Er hatte auch keinen Lieblingsverein. Der Papa und der Opa sind zwar seither Bayern-Fans, aber die haben Philipp nicht infiziert. Ihm waren die „Roten“ damals so lieb wie die „Blauen“, denn sein Jugendtrainer in Gern war ein „Sechzger“ gewesen und hatte seine Mannschaft auch mal zu einem Spiel der Münchner „Löwen“ mitgenommen. Die Bayern dagegen hatte er zum ersten Mal gesehen, als er mit elf Jahren einmal Balljunge im Olympiastadion sein durfte.

Die ganze Familie war eingespannt

Das hatte er Jan Pienta zu verdanken. Der Nachwuchstrainer des FC Bayern war 1995 beim FT Gern aufgetaucht und ließ sich nicht abschütteln. Philipp kam ob dieser Hartnäckigkeit ins Grübeln. „Viele haben gesagt, der FC Bayern ist deine Chance.“ Seine Eltern haben nichts dazu gesagt, dem Sohn weder zu- noch abgeraten. „Sie haben es ganz mir überlassen.“ Als er sich dann schließlich für den Wechsel entschied, haben sie ihn unterstützt. Denn nicht nur sein Leben änderte sich, sondern das der ganzen Familie.
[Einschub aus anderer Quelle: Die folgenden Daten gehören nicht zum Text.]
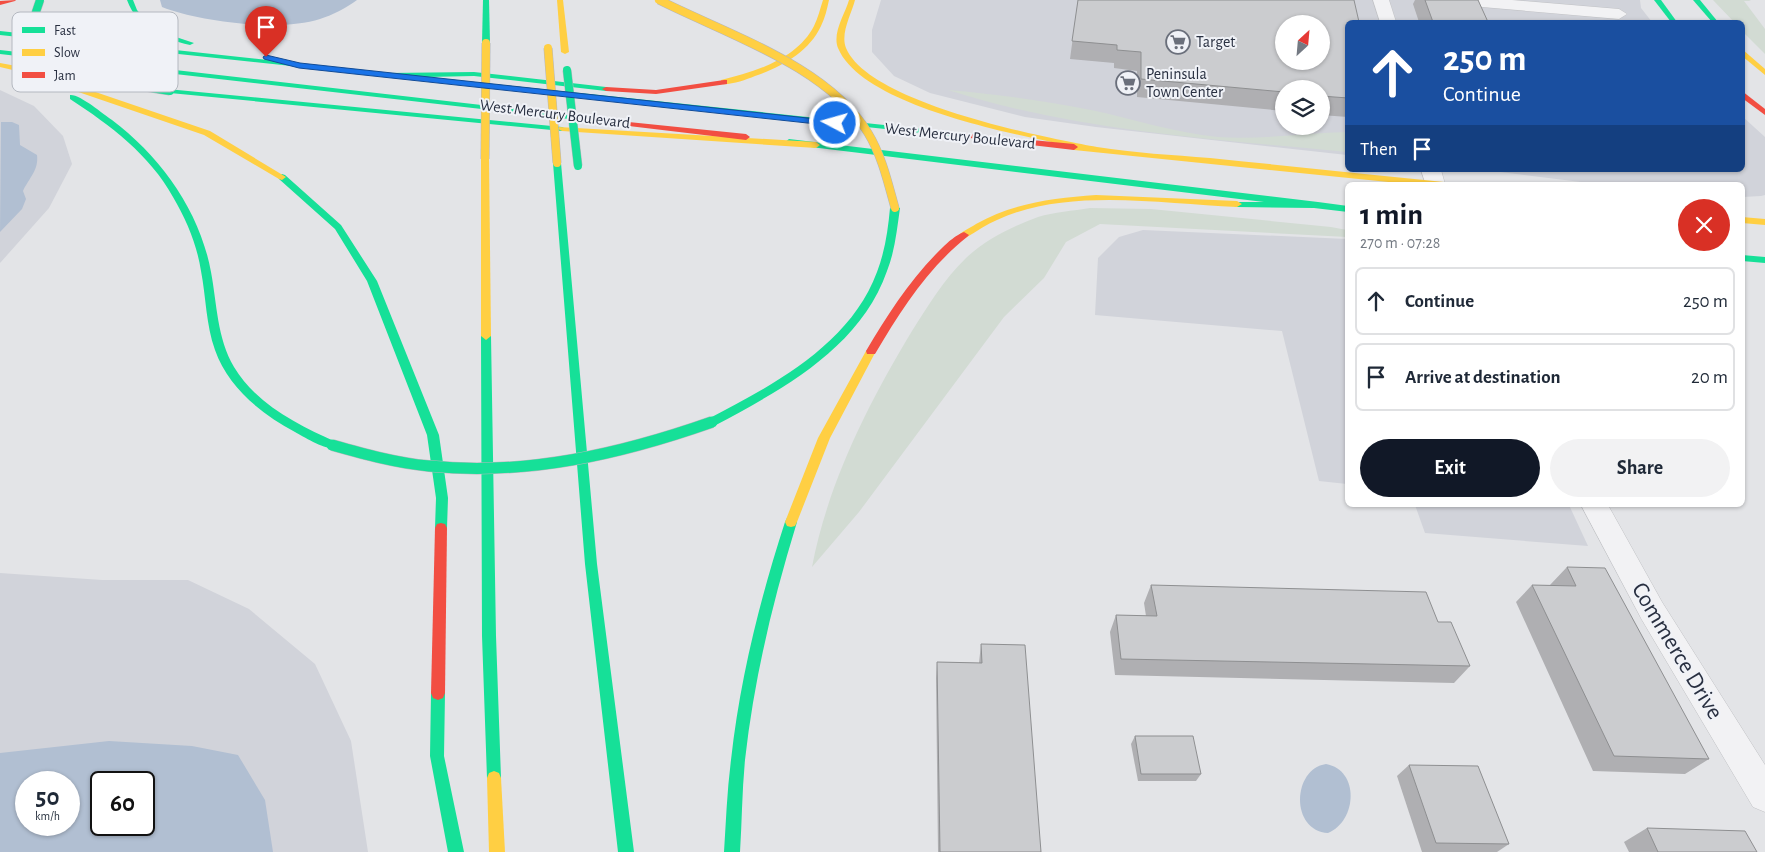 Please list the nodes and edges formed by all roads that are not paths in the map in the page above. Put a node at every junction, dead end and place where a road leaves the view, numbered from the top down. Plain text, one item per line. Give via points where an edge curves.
1 (13, 0) edge
2 (40, 0) edge
3 (130, 0) edge
4 (560, 0) edge
5 (659, 0) edge
6 (826, 0) edge
7 (852, 0) edge
8 (1382, 0) edge
9 (1459, 0) edge
10 (1657, 0) edge
11 (1696, 0) edge
12 (485, 1) edge
13 (0, 3) edge
14 (34, 12) edge
15 (134, 12) edge
16 (1619, 14) dead end
17 (1387, 20) edge
18 (1672, 20) edge
19 (1713, 20) edge
20 (178, 40) edge
21 (548, 44) dead end
22 (178, 53) edge
23 (1745, 55) edge
24 (299, 66) junction
25 (0, 69) edge
26 (178, 72) edge
27 (1765, 73) edge
28 (12, 74) edge
29 (388, 75) junction
30 (61, 92) edge
31 (88, 92) edge
32 (178, 92) edge
33 (1745, 96) edge
34 (1765, 113) edge
35 (816, 145) junction
36 (1096, 148) junction
37 (940, 161) junction
38 (1047, 161) dead end
39 (576, 178) dead end
40 (1436, 181) edge
41 (572, 197) dead end
42 (1318, 206) junction
43 (1345, 209) edge
44 (1745, 220) edge
45 (1765, 222) edge
46 (562, 233) junction
47 (1745, 258) edge
48 (1765, 260) edge
49 (1595, 507) edge
50 (1765, 795) edge
51 (456, 852) edge
52 (497, 852) edge
53 (626, 852) edge
54 (732, 852) edge

1 - 13 main road
2 - 14 main road, bridge
3 - 15 main road
4 - 39 main road, bridge via 578,166
5 - 30 main road, bridge via 786,61 838,98 866,130 890,182 895,208 890,253 871,298 832,345 800,372 758,399 712,422 642,448 556,465 515,469 415,466 332,445 276,416 248,394 228,368 214,337 200,242 179,196 151,157 123,131 92,108
6 - 29 main road via 816,29 800,48 781,62 739,79 680,90 627,91 474,74
7 - 36 main road via 842,47 851,66 875,85 928,107
8 - 17 street
9 - 16 street
10 - 18 main road
11 - 19 main road
12 - 52 main road, bridge via 488,636
20 - 24 main road via 234,49
21 - 46 main road, bridge
22 - 24 main road, West Mercury Boulevard
23 - 27 main road
24 - 29 main road, West Mercury Boulevard
25 - 28 main road, bridge
26 - 35 main road, West Mercury Boulevard
29 - 36 main road, West Mercury Boulevard
31 - 51 main road via 207,133 285,180 338,227 372,281 433,435 436,453 442,498 437,756
32 - 35 main road, bridge via 387,115 688,140
33 - 34 main road
35 - 37 main road, West Mercury Boulevard
36 - 40 main road, West Mercury Boulevard
37 - 38 main road
37 - 42 main road, West Mercury Boulevard
41 - 46 main road
42 - 43 main road, West Mercury Boulevard
42 - 54 main road via 1115,198 1059,201 987,221 960,237 937,257 914,283 839,409 818,453 782,549 753,664 739,751
44 - 45 main road
46 - 53 main road via 591,564
47 - 48 main road
49 - 50 street, Commerce Drive via 1652,611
Statt zweimal in der Woche nur ein paar Schritte entfernt von der elterlichen Wohnung zu trainieren, mußte er bei den D-Junioren dreimal, später dann bis zu fünfmal zu den Bayern an die Säbener Straße, fast am anderen Ende der Stadt. „Jeder in der Familie, der einen Führerschein hatte, wurde eingespannt, um mich zu chauffieren.“

Oft sei er mit der Trainingstasche schon in die Schule gegangen, erzählt Lahm. „Da muß man schon auf ein paar Sachen verzichten.“ Zumal die Eltern immer höchsten Wert darauf gelegt haben, „daß ich einen richtigen Schulabschluß mache“. Erst als er die Mittlere Reife in der Tasche hatte, gaben sie sich zufrieden. Lahm ist ganz froh, nicht schon früher dem Werben der großen Bayern nachgegeben zu haben.
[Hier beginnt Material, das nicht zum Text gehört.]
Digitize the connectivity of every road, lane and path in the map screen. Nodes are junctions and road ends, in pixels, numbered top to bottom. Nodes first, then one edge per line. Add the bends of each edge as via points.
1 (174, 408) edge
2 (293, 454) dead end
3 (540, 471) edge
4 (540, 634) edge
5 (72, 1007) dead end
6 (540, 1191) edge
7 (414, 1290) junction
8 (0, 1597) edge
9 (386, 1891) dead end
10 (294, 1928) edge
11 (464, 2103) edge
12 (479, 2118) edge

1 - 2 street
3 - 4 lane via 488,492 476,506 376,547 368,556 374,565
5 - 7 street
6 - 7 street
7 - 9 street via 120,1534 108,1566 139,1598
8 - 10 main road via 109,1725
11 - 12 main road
Hitzfeld hatte kein Interesse

Der Papa und die Mama waren bei jedem Spiel ihres Sohnes dabei, aber sie gehörten nie zu jenen überehrgeizigen Eltern, die sich lautstark und vehement in die Arbeit der Betreuer einmischen und die die Nachwuchstrainer deshalb am liebsten des Platzes verweisen würden. Beim FC Bayern hat Lahm bald gelernt, sich durchzusetzen. „Zuerst mußte ich nicht um einen Platz kämpfen, später schon. Da kam es schon mal vor, daß ich nicht von Anfang an gespielt habe.“ Lahm gehörte einer überaus erfolgreichen Generation beim FC Bayern an, die die nationale Konkurrenz beherrschte, zweimal nacheinander deutscher A-Junioren-Meister wurde.
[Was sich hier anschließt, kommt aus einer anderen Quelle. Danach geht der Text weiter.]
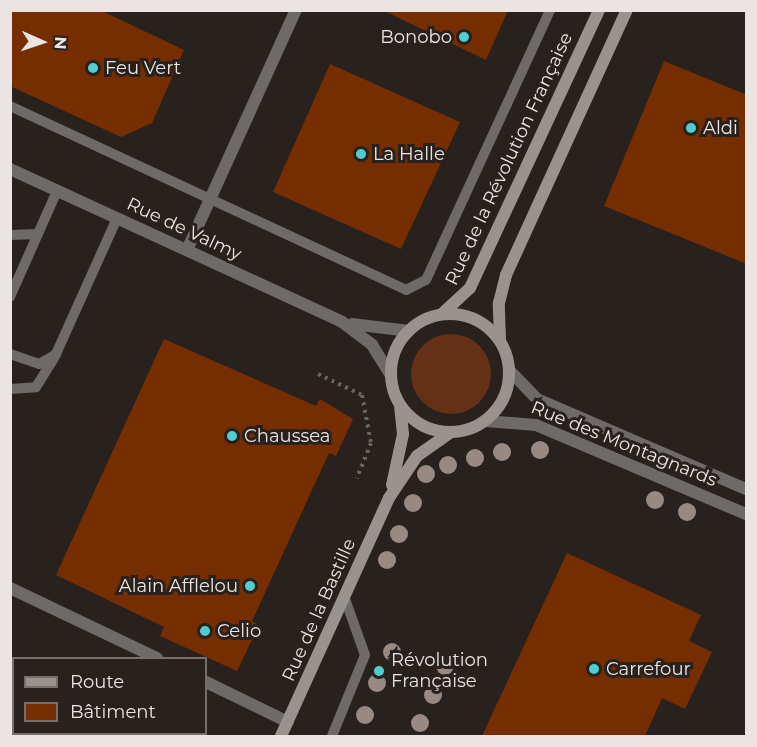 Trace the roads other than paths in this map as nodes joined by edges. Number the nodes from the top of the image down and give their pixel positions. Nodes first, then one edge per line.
1 (296, 10) edge
2 (550, 10) edge
3 (599, 10) edge
4 (627, 10) edge
5 (10, 106) edge
6 (10, 169) edge
7 (57, 191) junction
8 (210, 199) junction
9 (117, 218) junction
10 (39, 234) junction
11 (10, 235) edge
12 (187, 250) junction
13 (10, 297) edge
14 (441, 314) junction
15 (342, 322) junction
16 (409, 330) junction
17 (500, 340) junction
18 (10, 354) edge
19 (56, 354) junction
20 (509, 370) junction
21 (391, 376) junction
22 (10, 389) edge
23 (400, 405) junction
24 (486, 421) junction
25 (451, 432) junction
26 (747, 489) edge
27 (389, 498) junction
28 (747, 514) edge
29 (10, 588) edge
30 (344, 596) junction
31 (154, 657) edge
32 (207, 682) edge
33 (288, 722) junction
34 (281, 736) edge
35 (332, 736) edge

1 - 8 street
2 - 8 lane
3 - 14 street, Rue de la Révolution Française
4 - 17 street
5 - 8 lane
6 - 7 street, Rue de Valmy
7 - 9 street, Rue de Valmy
7 - 10 lane
8 - 12 street
9 - 12 street, Rue de Valmy
9 - 19 lane
10 - 11 lane
10 - 13 lane
12 - 15 street, Rue de Valmy
14 - 16 street
14 - 17 street
15 - 16 street, Rue de Valmy
15 - 21 street, Rue de Valmy
16 - 21 street
17 - 20 street
18 - 19 lane
19 - 22 lane
20 - 24 street
20 - 26 street, Rue des Montagnards
21 - 23 street
23 - 25 street
23 - 27 street, Rue de la Bastille
24 - 25 street
24 - 28 street, Rue des Montagnards
25 - 27 street, Rue de la Bastille
27 - 30 street, Rue de la Bastille
29 - 31 street
30 - 33 street, Rue de la Bastille
30 - 35 lane
32 - 33 street
33 - 34 street, Rue de la Bastille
Aber der Weg zu den Profis schien noch ein weiter zu sein, denn nur wenig Talente schaffen auf Anhieb den Sprung vom Nachwuchs in die Profi-Kader beim Bundesliga-Primus. Weil Ottmar Hitzfeld auch gar kein großes Interesse an dem flinken Außenverteidiger hatte, schickte ihn sein Trainer in der Regionalliga, Hermann Gerland, zum VfB Stuttgart. Lahms Aufstieg im Schwabenland war ein fast märchenhafter: Er überzeugte Felix Magath mit seinen Dribblings, seiner Ballsicherheit, seinem Drang zum Tor. Weil seine Lieblingsposition auf der rechten Abwehrseite belegt war, spielte Lahm eben links. Kaum hatte er sich beim VfB etabliert, folgte auch schon die Berufung in die deutsche Nationalmannschaft, und auch dort war er schnell eine feste Größe, ehe ihn zunächst ein Beinbruch und dann ein Kreuzbandriß stoppten.

Der alte Philipp

Die Bayern hatten Lahm an den Bundesliga-Konkurrenten nur für zwei Jahre ausgeliehen, und schon nach der ersten Saison war klar, daß sie ihn sich am Ende der Lehrzeit zurückholen würden. Lahm erging es wie vor ihm Markus Babbel. Auch der hatte sich erst in Hamburg bewähren müssen, ehe er in München große Wertschätzung genoß.

Eine solche Karriere verkraften nicht viele gerade dem Teenageralter entwachsene Fußballspieler. Bei Lahm haben die vergangenen beiden Jahre keine großen Spuren hinterlassen. Mit ein paar ehemaligen Kumpels vom FT Gern trifft er sich immer noch privat. Es sei wie früher, sagt Lahm. „Da würde er es auch mit mir zu tun bekommen, wenn es anders geworden wäre“, sagt Gespina Galtanidis, die Vereinswirtin. „Wir sorgen schon dafür, daß er nicht abhebt.“ Und man baut ihn auf, wenn es kleine Krisen gibt wie gerade seine Armverletzung.